World championship draws Rock, Paper, Scissors fans
And the basis for the upcoming world championship sponsored by the Toronto-based World RPS Society. Nearly 1,000 players from Canada, six U.S. states and the United Kingdom will gather for the tournament Saturday. Twenty-six trained referees will decide the bracketed, round-robin competition. Top prize is $5,000 Canadian (about $3,800 U.S.).
Players are training — some with coaches. They're watching opponents' videotapes. They're deciding strategy and studying competition rules. They're pondering "gambits," series of throws with names such as "the avalanche" (three rocks in a row).
"There's a complex simplicity to it," said player Shawn Ring, of New Brunswick, N.J. "It's a thinking person's game."
That might surprise most folks, who remember Rock, Paper, Scissors as a common game played with hand signals: rock, a closed fist; scissors, two open fingers outstretched; paper, flat hand with downturned palm. Rock "breaks" scissors, scissors "cuts" paper, paper "covers" rock.
"We see this game as strategy at its most basic, yet most profound," said Graham Walker, head of the society.
Years ago, on a brutal November day, Walker and his brother used RPS to determine who would haul firewood. After a best-of-15 series, "we said, wait a minute, there's really more to this than just a game," Walker said. "Because we knew each other, we got feelings about what the other one would throw."

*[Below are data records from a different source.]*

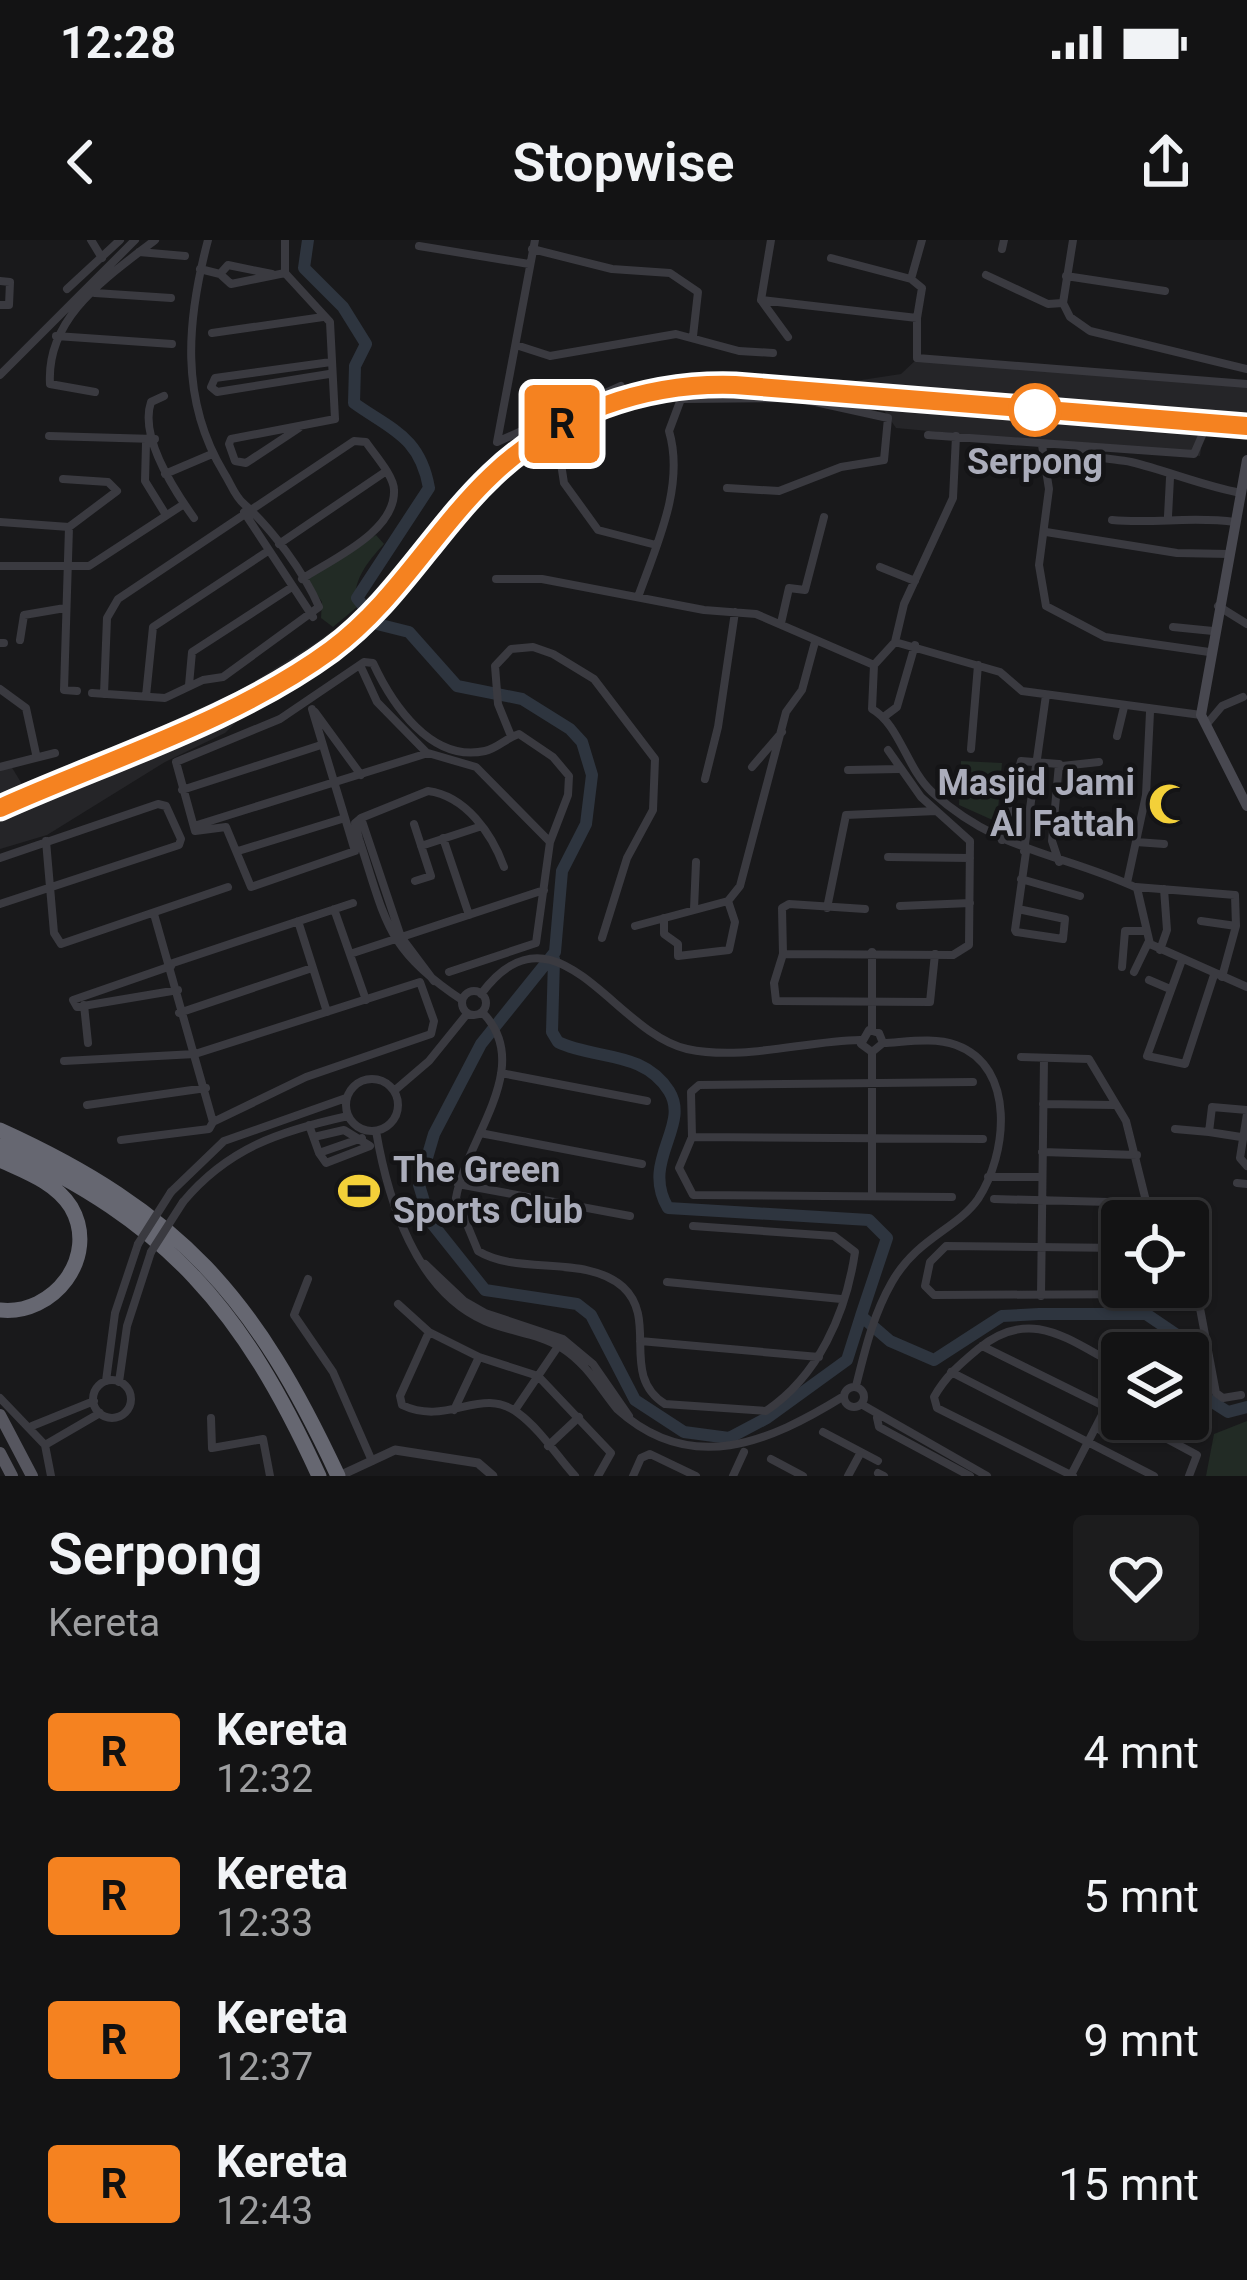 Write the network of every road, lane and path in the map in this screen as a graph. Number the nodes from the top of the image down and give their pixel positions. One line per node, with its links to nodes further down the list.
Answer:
1 (92, 240): 14 (street)
2 (120, 240): 14 (street)
3 (135, 240): 43 (street)
4 (155, 240): 12 (street)
5 (208, 240): 17 (street)
6 (285, 240): 19 (street)
7 (772, 240): 28 (street)
8 (922, 240): 22 (street)
9 (1073, 240): 21 (street)
10 (533, 244): 16 (street); 35 (street)
11 (419, 246): 16 (street)
12 (139, 252): 13 (street); 26 (street)
13 (185, 256)
14 (103, 257): 24 (street)
15 (831, 259): 22 (street)
16 (529, 264): 38 (street)
17 (200, 269): 18 (street); 57 (street)
18 (220, 274): 19 (street); 19 (street)
19 (280, 274): 31 (street)
20 (986, 275): 29 (street)
21 (1066, 276): 25 (street); 29 (street)
22 (911, 279): 32 (street)
23 (0, 280): 30 (street)
24 (67, 289)
25 (1165, 291)
26 (93, 292): 27 (street); 34 (street)
27 (171, 298)
28 (761, 300): 32 (street); 36 (street)
29 (1063, 303): 41 (street)
30 (0, 305)
31 (325, 317): 33 (street); 40 (street)
32 (917, 318): 44 (street)
33 (212, 333)
34 (56, 336): 37 (street); 46 (street)
35 (693, 336): 38 (street); 39 (street)
36 (788, 337)
37 (172, 344)
38 (516, 345): 45 (street)
39 (773, 353)
40 (331, 362): 42 (street); 42 (street)
41 (1247, 369)
42 (329, 374): 48 (street)
43 (0, 375)
44 (1247, 384)
45 (621, 386)
46 (95, 392)
47 (164, 396): 54 (street)
48 (299, 428): 48 (street)
49 (928, 434): 51 (street)
50 (49, 436): 54 (street)
51 (956, 436): 55 (street); 86 (street)
52 (1247, 436): 56 (street)
53 (556, 438): 78 (street)
54 (150, 441): 60 (street); 68 (street)
55 (1042, 445): 56 (street); 76 (street)
56 (1075, 448): 61 (street)
57 (212, 454): 60 (street); 67 (street)
58 (1247, 460): 64 (main road)
59 (385, 472): 66 (street); 77 (street); 84 (street)
60 (164, 474): 65 (street)
61 (1170, 478): 64 (street); 69 (street)
62 (62, 479): 75 (street)
63 (727, 488): 78 (street)
64 (1241, 493): 74 (main road)
65 (184, 504): 68 (street); 71 (street)
66 (254, 509): 67 (street); 77 (street)
67 (244, 510): 79 (street); 109 (street)
68 (166, 515): 83 (street)
69 (1168, 516): 72 (street); 74 (street)
70 (824, 517): 93 (street)
71 (194, 518)
72 (1112, 520)
73 (0, 522): 75 (street)
74 (1235, 522): 80 (main road)
75 (70, 526): 83 (street)
76 (1046, 532): 80 (street); 101 (street)
77 (279, 544): 84 (street)
78 (656, 544): 88 (street)
79 (268, 551): 87 (street); 109 (street)
80 (1228, 554): 89 (main road)
81 (0, 566): 83 (street)
82 (880, 567): 86 (street)
83 (68, 568): 90 (street)
84 (302, 579): 92 (street)
85 (496, 579): 88 (street)
86 (915, 581): 99 (street)
87 (292, 586): 92 (street); 105 (street)
88 (638, 597): 91 (street)
89 (1217, 606): 94 (street); 96 (main road)
90 (65, 608): 97 (street); 107 (street)
91 (734, 612): 93 (street); 133 (street)
92 (313, 617): 105 (street)
93 (781, 623): 98 (street)
94 (1247, 625)
95 (1173, 627): 96 (street)
96 (1213, 631): 101 (main road)
97 (20, 640)
98 (815, 642): 102 (street); 116 (street)
99 (895, 642): 100 (street); 102 (street)
100 (915, 645): 104 (street); 114 (street)
101 (1209, 652): 115 (main road)
102 (874, 664): 114 (street)
103 (360, 665): 111 (street); 117 (street); 123 (street)
104 (978, 665): 108 (street); 120 (street)
105 (189, 685): 109 (street)
106 (0, 689): 124 (street)
107 (77, 692)
108 (1046, 695): 112 (street); 125 (street)
109 (146, 696)
110 (1243, 697): 115 (street)
111 (310, 705): 119 (street); 132 (street); 135 (street)
112 (1124, 707): 113 (street); 118 (street)
113 (1150, 712): 115 (street); 146 (street)
114 (885, 716): 143 (street)
115 (1203, 720): 136 (main road)
116 (783, 731): 129 (street); 165 (street)
117 (511, 736): 145 (street); 184 (street)
118 (1118, 736)
119 (321, 745): 134 (street); 135 (street)
120 (971, 749)
121 (888, 750): 131 (street)
122 (55, 753): 124 (street)
123 (428, 753): 132 (street); 145 (street)
124 (36, 754): 127 (street)
125 (1035, 760): 128 (street); 143 (street); 150 (street)
126 (1099, 762): 128 (street)
127 (0, 766)
128 (1062, 766): 155 (street)
129 (752, 767)
130 (848, 770): 131 (street)
131 (899, 770): 137 (street)
132 (361, 775): 134 (street)
133 (705, 779)
134 (332, 783): 138 (street); 140 (street)
135 (182, 790): 140 (street)
136 (1247, 806)
137 (938, 811): 153 (street); 170 (street)
138 (345, 818): 149 (street); 149 (street)
139 (414, 824): 148 (street)
140 (194, 826): 149 (street)
141 (482, 826): 142 (street); 156 (street); 185 (street)
142 (443, 838): 148 (street); 177 (street)
143 (1002, 840): 150 (street)
144 (46, 842): 152 (street); 160 (street); 160 (street)
145 (550, 842): 163 (street)
146 (1136, 842): 147 (street); 159 (street)
147 (1164, 844)
148 (421, 846): 158 (street)
149 (238, 851)
150 (1025, 851): 155 (street); 157 (street)
151 (887, 857): 153 (street)
152 (0, 858)
153 (970, 858): 167 (street)
154 (696, 862): 173 (street)
155 (1059, 862): 159 (street)
156 (504, 867)
157 (1021, 879): 164 (street); 171 (street)
158 (415, 881)
159 (1132, 885): 162 (street); 186 (street)
160 (50, 886): 168 (street); 175 (street)
161 (228, 887): 175 (street)
162 (1164, 889): 182 (street); 186 (street)
163 (544, 890): 177 (street); 187 (street)
164 (1080, 896)
165 (728, 902): 173 (street); 178 (street)
166 (353, 903): 172 (street)
167 (971, 903): 169 (street); 191 (street)
168 (0, 904)
169 (900, 906)
170 (827, 908): 174 (street); 190 (street)
171 (1018, 908): 176 (street); 183 (street)
172 (334, 909): 179 (street); 189 (street)
173 (694, 909): 178 (street)
174 (865, 909)
175 (154, 914): 194 (street)
176 (1044, 914): 183 (street); 183 (street)
177 (469, 915): 185 (street)
178 (664, 918): 181 (street)
179 (298, 921): 194 (street); 196 (street)
180 (1202, 921): 182 (street)
181 (635, 926)
182 (1236, 926): 199 (street)
183 (1039, 936)
184 (602, 938)
185 (397, 939): 189 (street); 206 (street)
186 (1152, 942): 193 (street); 195 (street); 198 (street)
187 (536, 943): 192 (street); 197 (street)
188 (872, 952): 190 (street); 191 (street); 207 (street)
189 (350, 954): 205 (street)
190 (783, 954): 207 (street)
191 (935, 954): 207 (street)
192 (539, 960): 204 (street); 214 (street)
193 (1182, 960): 199 (street); 202 (street)
194 (170, 965): 203 (street); 208 (street)
195 (1122, 967)
196 (313, 968): 209 (street); 211 (street)
197 (449, 972)
198 (1134, 972)
199 (1218, 976): 201 (street); 202 (street)
200 (1150, 980): 202 (street)
201 (1247, 987)
202 (1170, 988)
203 (178, 991): 208 (street); 211 (street)
204 (481, 994): 206 (street); 210 (street)
205 (365, 1000): 209 (street); 234 (street)
206 (462, 1000): 212 (street)
207 (873, 1004): 213 (street)
208 (84, 1005): 215 (street)
209 (327, 1012): 218 (street)
210 (482, 1012): 212 (street); 222 (street)
211 (179, 1013): 218 (street)
212 (467, 1014): 226 (street)
213 (872, 1030): 214 (street); 216 (street)
214 (860, 1040): 217 (street)
215 (88, 1042)
216 (883, 1042): 217 (street); 253 (street)
217 (872, 1052): 224 (street)
218 (195, 1054): 221 (street); 225 (street)
219 (1022, 1058): 220 (street)
220 (1043, 1058): 229 (street); 231 (street)
221 (64, 1061)
222 (501, 1073): 228 (street); 240 (street)
223 (973, 1082): 224 (street)
224 (872, 1087): 243 (street); 244 (street)
225 (206, 1088): 230 (street); 234 (street)
226 (394, 1091): 227 (street); 238 (street)
227 (346, 1098): 233 (street); 283 (street, bridge)
228 (647, 1101)
229 (1042, 1104): 231 (street); 248 (street)
230 (87, 1105)
231 (1116, 1106): 249 (street)
232 (1247, 1112): 239 (street); 241 (street)
233 (347, 1116): 235 (street); 238 (street)
234 (213, 1122): 246 (street)
235 (309, 1125): 242 (street); 284 (street, bridge)
236 (1175, 1129): 239 (street)
237 (0, 1130): 318 (highway)
238 (376, 1131): 276 (street)
239 (1209, 1132): 241 (street)
240 (480, 1133): 251 (street); 255 (street)
241 (1244, 1134): 252 (street)
242 (314, 1137): 242 (street)
243 (692, 1138): 244 (street); 256 (street)
244 (872, 1138): 245 (street); 256 (street)
245 (982, 1139)
246 (121, 1140)
247 (0, 1146): 317 (highway)
248 (1042, 1152): 249 (street); 254 (street)
249 (1137, 1155): 259 (street)
250 (0, 1160): 273 (highway)
251 (642, 1164)
252 (1247, 1166)
253 (988, 1177): 254 (street); 285 (street)
254 (1042, 1177): 260 (street)
255 (458, 1184): 262 (street); 275 (street)
256 (872, 1195): 257 (street)
257 (952, 1197)
258 (994, 1199): 260 (street)
259 (1145, 1200)
260 (1041, 1201): 261 (street); 264 (street)
261 (1101, 1202)
262 (630, 1216)
263 (693, 1226): 270 (street)
264 (1042, 1247): 265 (street); 269 (street); 269 (street)
265 (1101, 1248)
266 (308, 1279): 311 (street)
267 (667, 1282): 270 (street)
268 (1101, 1292): 269 (street)
269 (1041, 1296)
270 (841, 1299): 279 (street)
271 (398, 1304): 274 (street)
272 (1200, 1308): 286 (street)
273 (0, 1310)
274 (430, 1332): 278 (street); 293 (street)
275 (640, 1341): 279 (street); 279 (street)
276 (561, 1342): 282 (street); 306 (street)
277 (982, 1346): 280 (street); 281 (street); 291 (street)
278 (479, 1357): 282 (street); 293 (street)
279 (819, 1357)
280 (1101, 1361)
281 (951, 1372): 303 (street); 312 (street)
282 (538, 1376): 292 (street); 296 (street)
283 (106, 1381): 284 (street); 289 (street)
284 (119, 1382): 294 (street)
285 (856, 1386): 287 (street); 290 (street)
286 (1241, 1395)
287 (844, 1396): 290 (street); 306 (street)
288 (0, 1398): 300 (street)
289 (94, 1401): 294 (street); 300 (street)
290 (861, 1404): 298 (street)
291 (1101, 1404)
292 (514, 1410): 293 (street); 305 (street)
293 (454, 1411)
294 (100, 1413): 304 (street)
295 (0, 1415): 314 (main road)
296 (579, 1417): 305 (street); 321 (street)
297 (211, 1418): 316 (street)
298 (877, 1418): 327 (street); 328 (street)
299 (1101, 1423): 303 (street)
300 (32, 1426): 304 (street)
301 (823, 1432): 307 (street)
302 (1169, 1440): 332 (street)
303 (1091, 1442): 330 (street); 331 (street)
304 (45, 1445): 315 (street)
305 (548, 1446): 320 (street)
306 (744, 1452): 324 (street)
307 (861, 1452): 310 (street); 326 (street)
308 (0, 1453): 313 (main road)
309 (771, 1459): 325 (street)
310 (878, 1461)
311 (373, 1462): 318 (street); 319 (street)
312 (1052, 1465): 329 (street); 330 (street)
313 (12, 1476)
314 (32, 1476)
315 (51, 1476)
316 (270, 1476)
317 (320, 1476)
318 (338, 1476)
319 (493, 1476)
320 (575, 1476)
321 (598, 1476)
322 (633, 1476): 323 (street)
323 (696, 1476)
324 (733, 1476)
325 (803, 1476)
326 (848, 1476)
327 (970, 1476)
328 (987, 1476)
329 (1046, 1476)
330 (1074, 1476)
331 (1154, 1476)
332 (1189, 1476)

He launched the World RPS Society Web site (www.worldrps.com) in 1995. Now there are T-shirts and sweat shirts, intense bulletin-board discussions, online lectures on technique, an executive steering committee and more than 600 card-carrying members.
The society also developed the Complete Rules and Regulations of tournament RPS play. There are approved ways to "approach" (raising the hand) and "pump" (moving before throwing). Each hand signal has strict standards: "Rock is represented by a closed fist with the thumb resting at least at the same height as the topmost finger on the hand. The thumb must not be concealed by the fingers." Referees are trained to spot violations, keep matches moving and settle disputes.

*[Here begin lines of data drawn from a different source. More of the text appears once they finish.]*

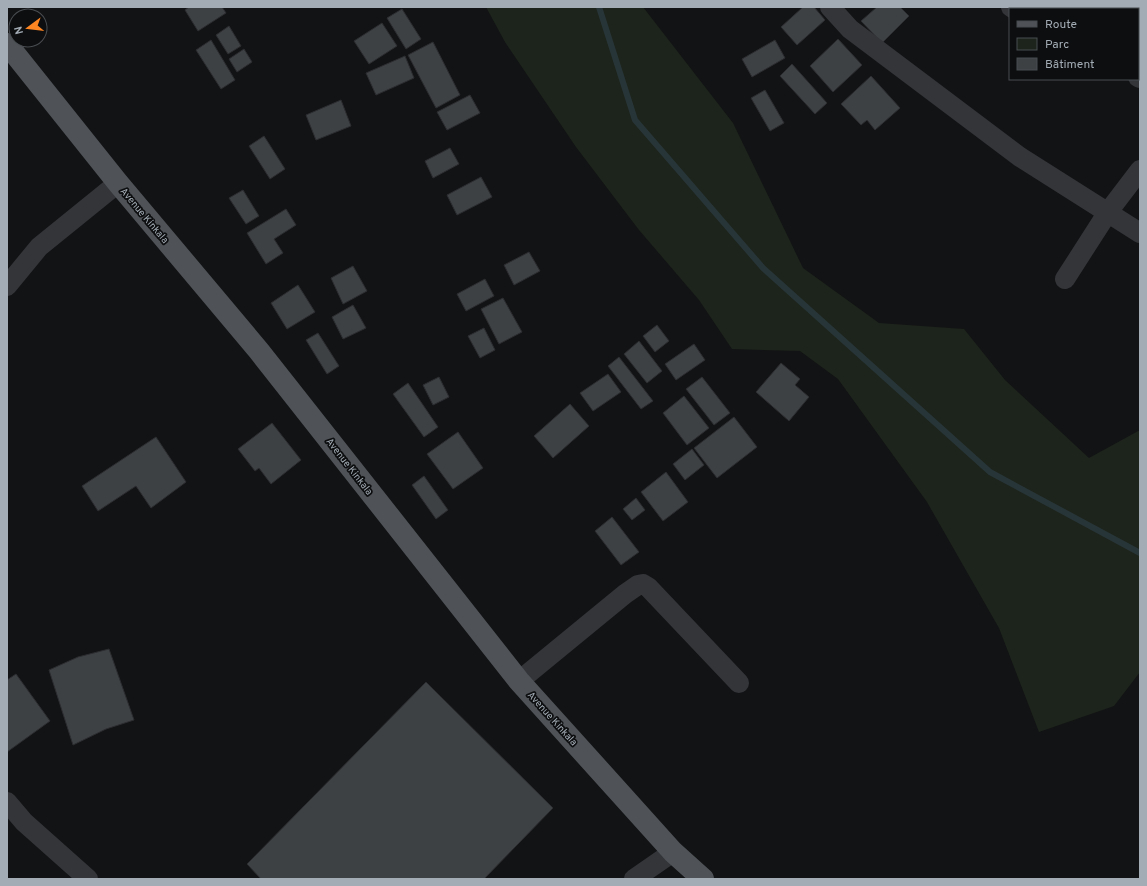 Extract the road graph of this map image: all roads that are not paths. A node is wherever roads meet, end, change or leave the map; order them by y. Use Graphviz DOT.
graph roads {
  1 [pos="830,7"];
  2 [pos="7,44"];
  3 [pos="1140,170"];
  4 [pos="118,183"];
  5 [pos="1108,212"];
  6 [pos="1140,233"];
  7 [pos="1065,279"];
  8 [pos="7,286"];
  9 [pos="519,681"];
  10 [pos="739,683"];
  11 [pos="7,802"];
  12 [pos="674,852"];
  13 [pos="88,879"];
  14 [pos="634,879"];
  15 [pos="703,879"];
  1 -- 5 [label="street"];
  2 -- 4 [label="main road, Avenue Kinkala"];
  3 -- 5 [label="street"];
  4 -- 8 [label="street"];
  4 -- 9 [label="main road, Avenue Kinkala"];
  5 -- 6 [label="street"];
  5 -- 7 [label="street"];
  9 -- 10 [label="street"];
  9 -- 12 [label="main road, Avenue Kinkala"];
  11 -- 13 [label="street"];
  12 -- 14 [label="street"];
  12 -- 15 [label="main road, Avenue Kinkala"];
}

Last year's first world championship drew 256 competitors and a raucous crowd of hundreds. First place went to Pete Lovering, of Toronto, on a series of throws that ended with Rock, Paper, Rock, Rock. He won $1,200 Canadian and a gold medal.
U.S. competitors this year include Washington, D.C., resident Theo Murphy, who has pledged winnings to two nonprofits. "Like many people in the tournament, I've played for as long as I can remember," he said. "I think that's one of the reasons behind all the interest, the nostalgia element."
Jason Simmons, also of Washington, just returned from training in Hong Kong. In a slump, he meditated beneath the giant Buddha statue on Lantau Island. After mulling the Buddha's outstretched hands, "I began concentrating on using Paper. After that, I went on to win all my matches," said Simmons, who plays "professionally" as Master Roshambollah.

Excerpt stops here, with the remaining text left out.